Resistance to
chemotherapy is the primary cause of treatment failure in over 90% of
cancer patients in the clinic. Research in nanotechnology-based therapeutic alternatives has helped provide innovative and promising strategies to overcome multidrug resistance (MDR). By targeting CD44-overexpressing MDR
cancer cells, we have developed in a single-step a self-assembled, self-targetable, therapeutic semiconducting single-walled
carbon nanotube (sSWCNT) drug delivery system that can deliver chemotherapeutic agents to both
drug-sensitive OVCAR8 and resistant OVCAR8/ADR
cancer cells.

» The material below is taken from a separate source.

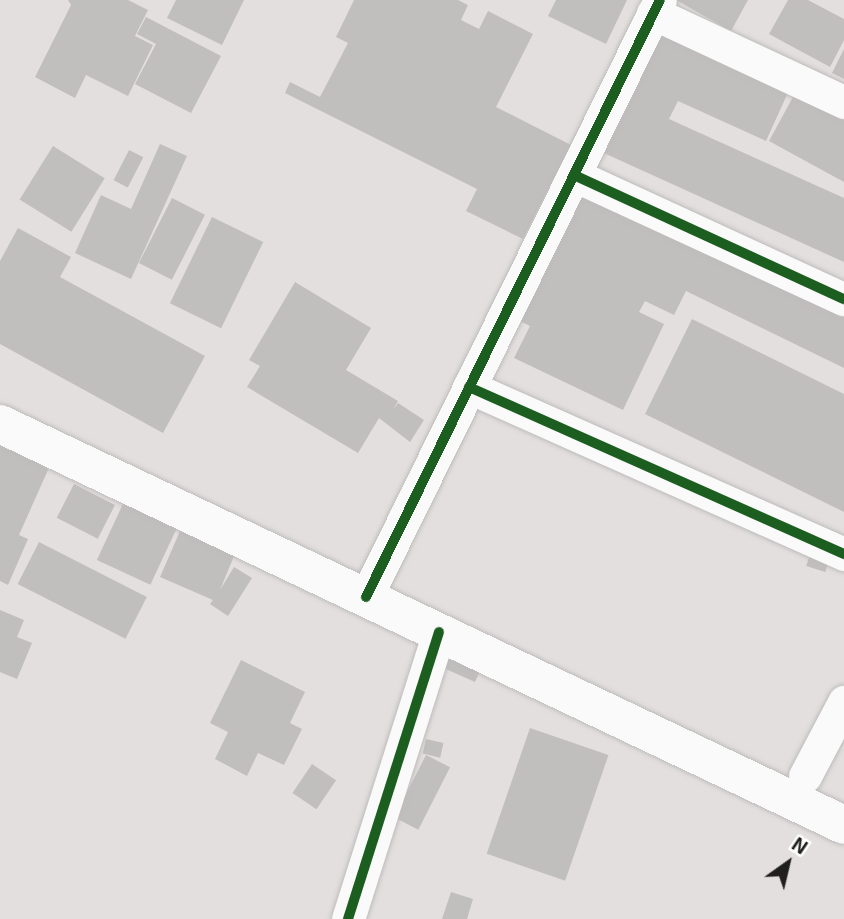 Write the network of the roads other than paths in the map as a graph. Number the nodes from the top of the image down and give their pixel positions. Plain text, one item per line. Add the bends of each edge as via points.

The novel nanoformula with a
cholanic acid-derivatized
hyaluronic acid (CAHA)
biopolymer wrapped around a sSWCNT and loaded with
doxorubicin (DOX), CAHA-sSWCNT-DOX, is much more effective in killing
drug-resistant
cancer cells compared to the free DOX and
phospholipid PEG (PL-PEG)-modified sSWCNT formula, PEG-sSWCNT-DOX. The CAHA-sSWCNT-DOX affects the viscoelastic property more than free DOX and PL-PEG-sSWCNT-DOX, which in turn allows more
drug molecules to be internalized.
Intravenous injection of CAHA-sSWCNT-DOX (12 mg/kg DOX equivalent) followed by 808 nm
laser irradiation (1 W/cm(2), 90 s) led to complete
tumor eradication in a subcutaneous OVCAR8/ADR
drug-resistant xenograft model, while free DOX alone failed to delay
tumor growth. Our newly developed CAHA-sSWCNT-DOX nanoformula, which delivers
therapeutics and acts as a sensitizer to influence
drug uptake and induce apoptosis with minimal resistance factor, provides a novel effective means of counteracting the phenomenon of multidrug resistance.